Early warning symptoms of hypoglycemia may be different or less pronounced under certain conditions, such as longstanding diabetes, diabetic neuropathy, use of medications such as beta-blockers, or intensified glycemic control. These situations may result in severe hypoglycemia (and, possibly, loss of consciousness) prior to the patient's awareness of hypoglycemia.
DRUG INTERACTIONS
The following are examples of drugs that may increase the blood-glucose-lowering effect of insulins including LANTUS and, therefore, increase the susceptibility to hypoglycemia: oral anti-diabetic products, pramlintide, angiotensin converting enzyme (ACE) inhibitors, disopyramide, fibrates, fluoxetine, monoamine oxidase inhibitors, propoxyphene, pentoxifylline, salicylates, somatostatin analogs, and sulfonamide antibiotics.The following are examples of drugs that may reduce the blood-glucose-lowering effect of insulins including LANTUS: corticosteroids, niacin, danazol, diuretics, sympathomimetic agents (e.g., epinephrine, albuterol, terbutaline), glucagon, isoniazid, phenothiazine derivatives, somatropin, thyroid hormones, estrogens, progestogens (e.g., in oral contraceptives), protease inhibitors and atypical antipsychotic medications (e.g. olanzapine and clozapine).

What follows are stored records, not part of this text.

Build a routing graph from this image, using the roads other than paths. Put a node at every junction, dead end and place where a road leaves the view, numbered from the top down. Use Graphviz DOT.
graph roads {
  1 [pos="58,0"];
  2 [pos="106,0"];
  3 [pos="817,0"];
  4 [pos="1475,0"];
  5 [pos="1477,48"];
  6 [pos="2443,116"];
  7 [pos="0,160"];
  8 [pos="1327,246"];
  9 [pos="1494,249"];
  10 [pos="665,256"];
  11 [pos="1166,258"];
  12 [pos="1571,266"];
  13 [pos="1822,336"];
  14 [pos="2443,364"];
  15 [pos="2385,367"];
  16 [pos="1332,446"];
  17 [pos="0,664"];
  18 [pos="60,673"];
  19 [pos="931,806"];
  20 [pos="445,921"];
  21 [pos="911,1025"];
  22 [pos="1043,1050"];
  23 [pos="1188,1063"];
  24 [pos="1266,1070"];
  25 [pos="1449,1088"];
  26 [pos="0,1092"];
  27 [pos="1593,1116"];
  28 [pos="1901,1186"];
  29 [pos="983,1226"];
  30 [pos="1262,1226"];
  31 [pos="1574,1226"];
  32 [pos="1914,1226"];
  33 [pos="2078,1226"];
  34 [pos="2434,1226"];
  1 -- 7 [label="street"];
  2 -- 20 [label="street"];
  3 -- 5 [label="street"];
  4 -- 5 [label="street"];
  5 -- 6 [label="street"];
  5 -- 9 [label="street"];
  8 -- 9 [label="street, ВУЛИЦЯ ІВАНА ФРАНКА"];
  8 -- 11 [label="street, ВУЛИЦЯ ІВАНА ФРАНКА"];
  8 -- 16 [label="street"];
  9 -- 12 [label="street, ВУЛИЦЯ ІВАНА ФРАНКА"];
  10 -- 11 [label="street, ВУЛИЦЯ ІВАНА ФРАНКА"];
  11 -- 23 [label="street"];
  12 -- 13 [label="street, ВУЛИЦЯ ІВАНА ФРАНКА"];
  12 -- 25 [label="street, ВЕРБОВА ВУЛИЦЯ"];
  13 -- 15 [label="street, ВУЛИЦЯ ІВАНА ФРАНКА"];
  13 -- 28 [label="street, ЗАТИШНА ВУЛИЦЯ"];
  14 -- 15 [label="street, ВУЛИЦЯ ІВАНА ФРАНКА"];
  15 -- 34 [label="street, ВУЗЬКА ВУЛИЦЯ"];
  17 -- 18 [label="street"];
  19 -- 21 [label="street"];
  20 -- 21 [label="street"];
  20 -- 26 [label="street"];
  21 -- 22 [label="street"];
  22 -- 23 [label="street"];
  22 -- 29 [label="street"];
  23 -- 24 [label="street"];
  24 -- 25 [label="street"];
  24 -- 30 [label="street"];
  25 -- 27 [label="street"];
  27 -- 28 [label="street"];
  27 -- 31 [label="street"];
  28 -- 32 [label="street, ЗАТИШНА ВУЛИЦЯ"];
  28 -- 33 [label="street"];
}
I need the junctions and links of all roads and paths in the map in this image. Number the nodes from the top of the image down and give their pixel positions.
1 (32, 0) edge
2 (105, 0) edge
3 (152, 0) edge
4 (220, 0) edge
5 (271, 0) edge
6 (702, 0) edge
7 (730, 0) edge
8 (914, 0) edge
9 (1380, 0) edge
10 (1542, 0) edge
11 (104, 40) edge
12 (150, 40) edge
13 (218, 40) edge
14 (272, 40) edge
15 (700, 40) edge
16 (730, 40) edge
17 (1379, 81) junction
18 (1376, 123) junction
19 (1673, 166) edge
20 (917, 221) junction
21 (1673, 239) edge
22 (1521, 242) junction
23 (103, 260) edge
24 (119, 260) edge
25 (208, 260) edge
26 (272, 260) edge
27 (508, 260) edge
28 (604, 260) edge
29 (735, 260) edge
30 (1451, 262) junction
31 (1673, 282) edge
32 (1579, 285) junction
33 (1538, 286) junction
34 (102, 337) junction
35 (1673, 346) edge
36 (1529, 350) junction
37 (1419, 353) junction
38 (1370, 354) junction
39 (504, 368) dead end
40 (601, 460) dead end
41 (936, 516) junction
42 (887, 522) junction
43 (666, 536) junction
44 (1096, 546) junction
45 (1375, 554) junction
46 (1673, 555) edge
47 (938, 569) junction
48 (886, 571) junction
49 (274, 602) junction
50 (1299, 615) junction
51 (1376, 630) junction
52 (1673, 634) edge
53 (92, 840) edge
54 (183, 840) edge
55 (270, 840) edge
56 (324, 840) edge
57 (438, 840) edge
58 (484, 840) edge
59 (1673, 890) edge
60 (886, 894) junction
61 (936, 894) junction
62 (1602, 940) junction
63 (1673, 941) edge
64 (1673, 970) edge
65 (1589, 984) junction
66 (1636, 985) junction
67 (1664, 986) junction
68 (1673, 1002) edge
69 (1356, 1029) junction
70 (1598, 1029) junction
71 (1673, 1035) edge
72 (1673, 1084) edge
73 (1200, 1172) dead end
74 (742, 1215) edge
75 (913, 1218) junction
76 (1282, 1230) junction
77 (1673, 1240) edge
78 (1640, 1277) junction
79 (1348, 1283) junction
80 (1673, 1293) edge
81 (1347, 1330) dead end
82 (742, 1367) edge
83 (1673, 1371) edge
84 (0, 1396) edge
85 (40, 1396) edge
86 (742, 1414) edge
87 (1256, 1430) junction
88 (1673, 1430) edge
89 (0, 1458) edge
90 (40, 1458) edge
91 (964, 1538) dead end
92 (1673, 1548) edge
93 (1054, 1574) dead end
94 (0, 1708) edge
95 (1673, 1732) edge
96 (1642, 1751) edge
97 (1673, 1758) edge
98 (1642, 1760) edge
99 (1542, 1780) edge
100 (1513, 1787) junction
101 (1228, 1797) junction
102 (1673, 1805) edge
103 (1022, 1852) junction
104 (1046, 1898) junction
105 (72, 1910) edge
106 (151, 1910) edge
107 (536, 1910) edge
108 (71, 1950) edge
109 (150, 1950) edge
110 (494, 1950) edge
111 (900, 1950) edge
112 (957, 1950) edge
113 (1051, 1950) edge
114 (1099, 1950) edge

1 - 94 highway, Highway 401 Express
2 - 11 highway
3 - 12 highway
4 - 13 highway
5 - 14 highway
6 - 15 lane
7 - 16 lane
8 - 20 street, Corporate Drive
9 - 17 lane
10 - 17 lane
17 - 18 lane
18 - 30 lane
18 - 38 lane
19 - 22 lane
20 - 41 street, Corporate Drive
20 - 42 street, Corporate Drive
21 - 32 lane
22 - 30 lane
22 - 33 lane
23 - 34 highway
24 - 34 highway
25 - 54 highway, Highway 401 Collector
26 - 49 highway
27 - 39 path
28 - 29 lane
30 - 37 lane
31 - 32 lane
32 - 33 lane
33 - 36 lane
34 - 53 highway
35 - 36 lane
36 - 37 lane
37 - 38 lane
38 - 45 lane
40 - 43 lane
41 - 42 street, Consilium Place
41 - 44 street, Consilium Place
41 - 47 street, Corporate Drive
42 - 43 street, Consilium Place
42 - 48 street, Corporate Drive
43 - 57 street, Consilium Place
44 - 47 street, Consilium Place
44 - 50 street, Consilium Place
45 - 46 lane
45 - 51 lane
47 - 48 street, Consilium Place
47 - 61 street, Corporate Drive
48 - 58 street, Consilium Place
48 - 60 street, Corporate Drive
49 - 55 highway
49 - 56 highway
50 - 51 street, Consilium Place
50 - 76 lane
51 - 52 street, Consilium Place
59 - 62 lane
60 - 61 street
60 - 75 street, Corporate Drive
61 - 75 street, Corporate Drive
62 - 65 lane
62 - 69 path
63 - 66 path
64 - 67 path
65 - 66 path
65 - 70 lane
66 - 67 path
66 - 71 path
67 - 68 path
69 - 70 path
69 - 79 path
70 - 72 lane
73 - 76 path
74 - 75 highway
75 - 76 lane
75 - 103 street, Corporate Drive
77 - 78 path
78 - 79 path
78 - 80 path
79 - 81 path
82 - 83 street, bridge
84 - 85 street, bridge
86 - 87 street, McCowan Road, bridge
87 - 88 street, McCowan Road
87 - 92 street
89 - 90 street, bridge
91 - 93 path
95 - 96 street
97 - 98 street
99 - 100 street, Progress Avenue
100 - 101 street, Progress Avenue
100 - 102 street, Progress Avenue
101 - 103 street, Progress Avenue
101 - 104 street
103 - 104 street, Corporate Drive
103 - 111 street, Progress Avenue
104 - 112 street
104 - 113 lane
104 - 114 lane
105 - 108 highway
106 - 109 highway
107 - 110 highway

Beta-blockers, clonidine, lithium salts, and alcohol may either potentiate or weaken the blood-glucose-lowering effect of insulin.
Storage
LANTUS should not be stored in the freezer and should not be allowed to freeze. Discard LANTUS if it has been frozen.Unopened LANTUS vials, cartridge systems and SoloStar device should be stored in a refrigerator, 36°F – 46°F (2°C – 8°C).
Open (In-Use) Vial:
Vials must be discarded 28 days after being opened. If refrigeration is not possible, the open vial can be kept unrefrigerated for up to 28 days away from direct heat and light, as long as the temperature is not greater than 86°F (30°C).